I do not see why it is important to include the condition that only vertices of degree less than $4$ are leaves. I am going to prove a general statement. Note that this proof can be rewritten so that it is an inductive proof

**Proposition.** Let $k\geq 1$ and $d\geq 2$ be integers. Let $T$ be a (finite) tree with exactly $k$ vertices of degree $d$. Then, $T$ has at least $(d-2)k+2$ leaves.

Suppose on the contrary that, for some positive integer $k$, there exists a tree with exactly $k$ vertices of degree $d$ but with fewer than $(d-2)k+2$ leaves. Take $T$ to be such a tree with the smallest possible $k$. If $k>1$, then let $u$ be a vertex of $T$ with degree $d$. Suppose that $v_1,v_2,\ldots,v_d$ are the neighbors of $u$. Let $C_i$ be the connected component of $T-u$ containing $v_i$, for $i=1,2,\ldots,d$. Take $T_i$ to be the tree with vertices from $C_i$ and an extra vertex $u_i$, which is a leaf and adjacent to $v_i$.

For a graph $G$, let $n_t(G)$ denote the number of vertices of degree $t\in\mathbb{Z}_{\geq 0}$ in $G$. Clearly, we have
$$\sum_{i=1}^d\,n_1(T_i)=n_1(T)+d<\big((d-2)k+2\big)+d\,.$$
Since $T$ is a tree with the smallest $k=n_d(T)$ that violates the claim, we must have
$$n_1(T_i)\geq (d-2)\,n_d(T_i)+2$$
for all $i=1,2,\ldots,d$. This shows that
$$\begin{align}\big((d-2)k+2\big)+d&>\sum_{i=1}^d\,n_1(T_i)\geq \sum_{i=1}^d\,\big((d-2)\,n_d(T_i)+2\big)
\\&=(d-2)\,\sum_{i=1}^d\,n_d(T_i)+2d=(d-2)\,(k-1)+2d\\&=\big((d-2)k+2\big)+d\,.\end{align}$$
This is absurd, so the assumption that $k>1$ cannot be true. Hence, $k=1$.

However, it is easy to show that every tree with exactly $1$ vertex of degree $d$ as at least $d$ leaves.
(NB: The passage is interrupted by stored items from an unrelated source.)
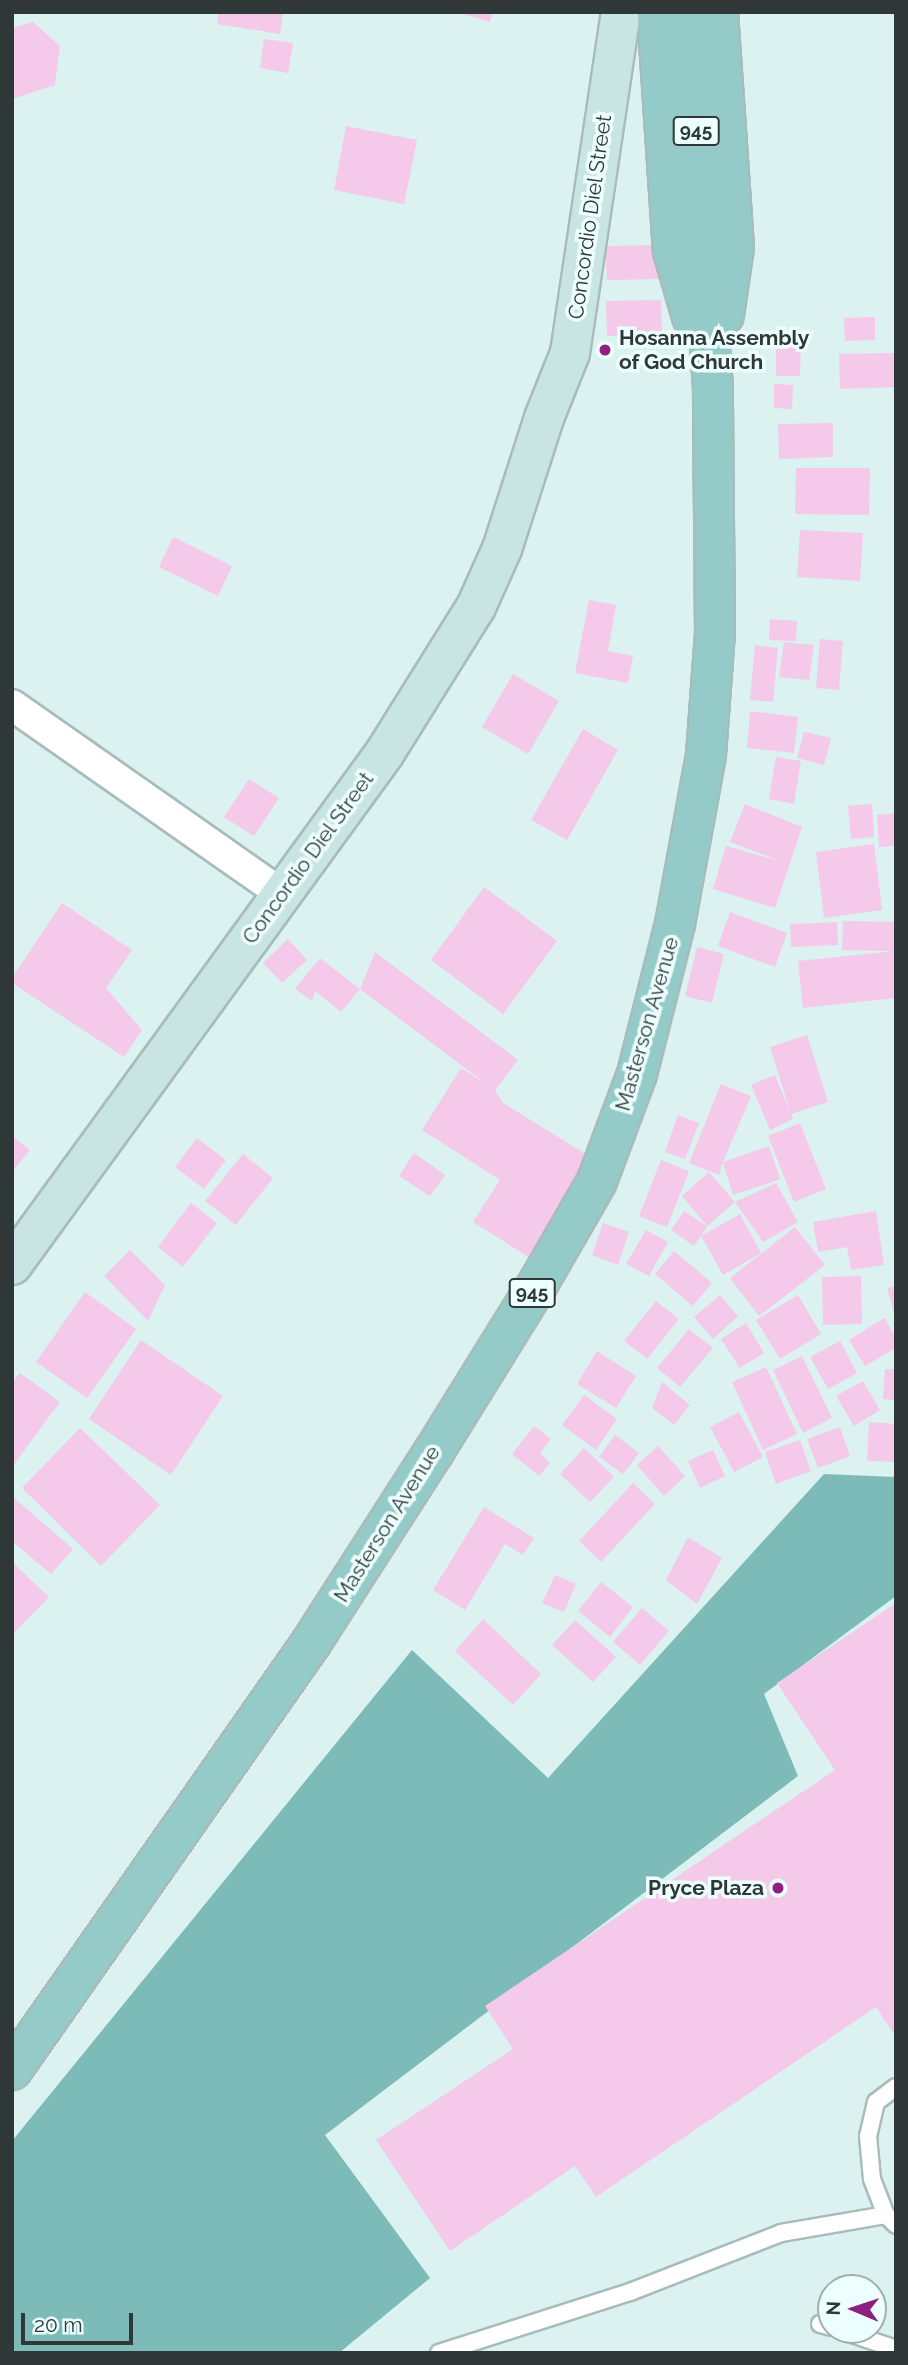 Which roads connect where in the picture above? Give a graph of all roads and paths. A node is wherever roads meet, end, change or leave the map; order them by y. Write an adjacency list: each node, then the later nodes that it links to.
1 (598, 12): 7 (main road, Concordio Diel Street)
2 (621, 12): 7 (main road, Concordio Diel Street)
3 (657, 12): 6 (main road)
4 (687, 12): 6 (main road, Masterson Avenue / 945)
5 (718, 12): 6 (main road)
6 (713, 389): 11 (main road, Masterson Avenue / 945)
7 (544, 418): 9 (main road, Concordio Diel Street)
8 (12, 705): 9 (street)
9 (282, 894): 10 (main road, Concordio Diel Street)
10 (12, 1265)
11 (12, 2070)
12 (896, 2087): 13 (lane)
13 (891, 2220): 14 (lane)
14 (439, 2353)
Thus, $k=1$ cannot hold either, and the proposition must be true. (Note that the minimum number of leaves $(d-2)k+2$ is achieved if and only if $T$ has only vertices of degree $1$ or $d$. In such cases, $T$ has $(d-1)k+2$ vertices and $(d-1)k+1$ edges.)
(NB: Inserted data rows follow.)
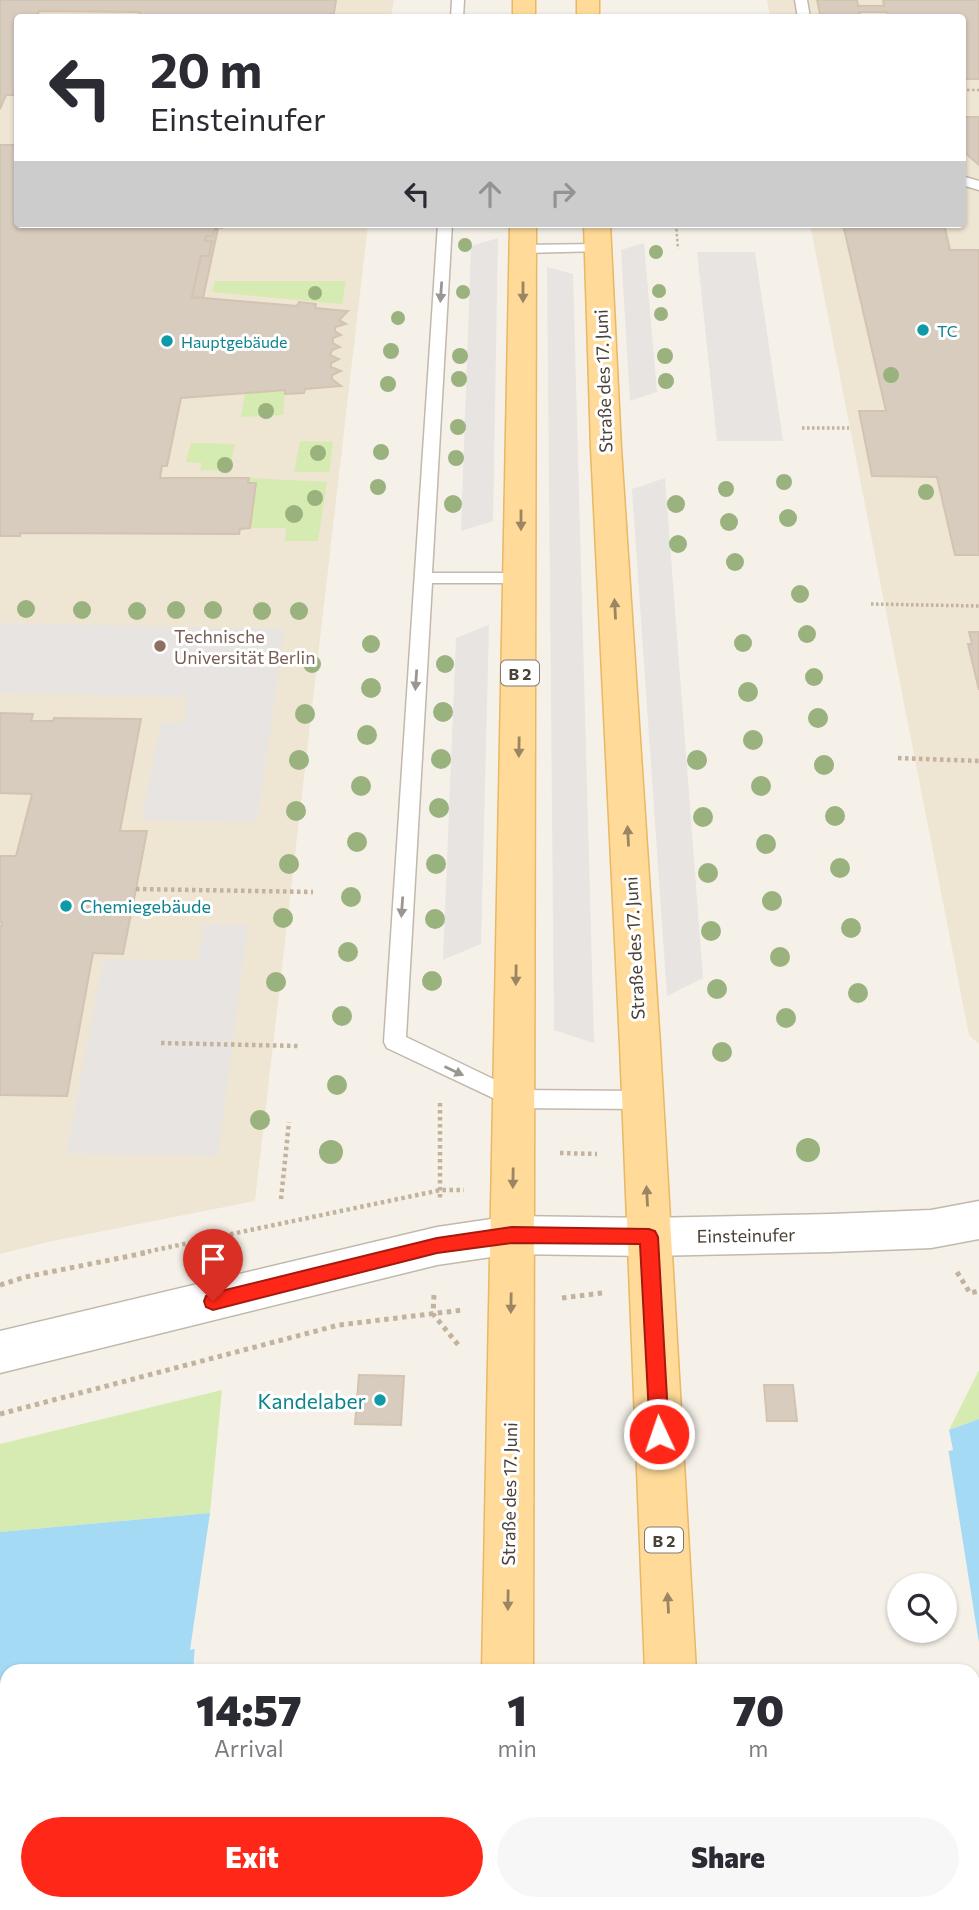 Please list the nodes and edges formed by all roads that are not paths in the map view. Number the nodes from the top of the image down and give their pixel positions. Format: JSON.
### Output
{"nodes":[{"id":1,"x":445,"y":228,"type":"edge"},
{"id":2,"x":523,"y":236,"type":"edge"},
{"id":3,"x":597,"y":236,"type":"edge"},
{"id":4,"x":423,"y":578,"type":"junction"},
{"id":5,"x":521,"y":578,"type":"junction"},
{"id":6,"x":514,"y":1099,"type":"junction"},
{"id":7,"x":642,"y":1100,"type":"junction"},
{"id":8,"x":979,"y":1220,"type":"edge"},
{"id":9,"x":512,"y":1235,"type":"junction"},
{"id":10,"x":649,"y":1237,"type":"junction"},
{"id":11,"x":0,"y":1352,"type":"edge"},
{"id":12,"x":507,"y":1664,"type":"edge"},
{"id":13,"x":671,"y":1664,"type":"edge"}],
"edges":[{"from":1,"to":4,"type":"lane","one_way":true},
{"from":2,"to":3,"type":"lane"},
{"from":2,"to":5,"type":"main road","name":"Straße des 17. Juni","number":"B 2","one_way":true},
{"from":7,"to":3,"type":"main road","name":"Straße des 17. Juni","number":"B 2","one_way":true},
{"from":4,"to":5,"type":"lane"},
{"from":4,"to":6,"type":"lane","one_way":true},
{"from":5,"to":6,"type":"main road","name":"Straße des 17. Juni","number":"B 2","one_way":true},
{"from":6,"to":7,"type":"lane"},
{"from":6,"to":9,"type":"main road","name":"Straße des 17. Juni","number":"B 2","one_way":true},
{"from":10,"to":7,"type":"main road","name":"Straße des 17. Juni","number":"B 2","one_way":true},
{"from":8,"to":10,"type":"street","name":"Einsteinufer"},
{"from":9,"to":10,"type":"street","name":"Einsteinufer"},
{"from":9,"to":11,"type":"street","name":"Einsteinufer"},
{"from":9,"to":12,"type":"main road","name":"Straße des 17. Juni","number":"B 2","one_way":true},
{"from":13,"to":10,"type":"main road","name":"Straße des 17. Juni","number":"B 2","one_way":true}]}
**Corollary.** For integers $d_1,d_2,\ldots,d_m$ with $1<d_1<d_2<\ldots<d_m$, we have $$n_1(T)\geq \sum_{i=1}^m\,(d_i-2)\,n_{d_i}(T)+2$$ for every tree $T$ with at least two vertices.

As before, $n_t(G)$ denote the number of vertices of degree $t\in\mathbb{Z}_{\geq 0}$ in a finite graph $G$. In the corollary, the equality holds iff $n_t(T)=0$ for every integer $t\geq 2$ such that $t\notin \{d_1,d_2,\ldots,d_m\}$. In this case, $T$ has exactly $\displaystyle\sum_{i=1}^m\,(d_i-1)\,n_{d_i}(T)+2$ vertices and $\displaystyle\sum_{i=1}^m\,(d_i-1)\,n_{d_i}(T)+1$ edges.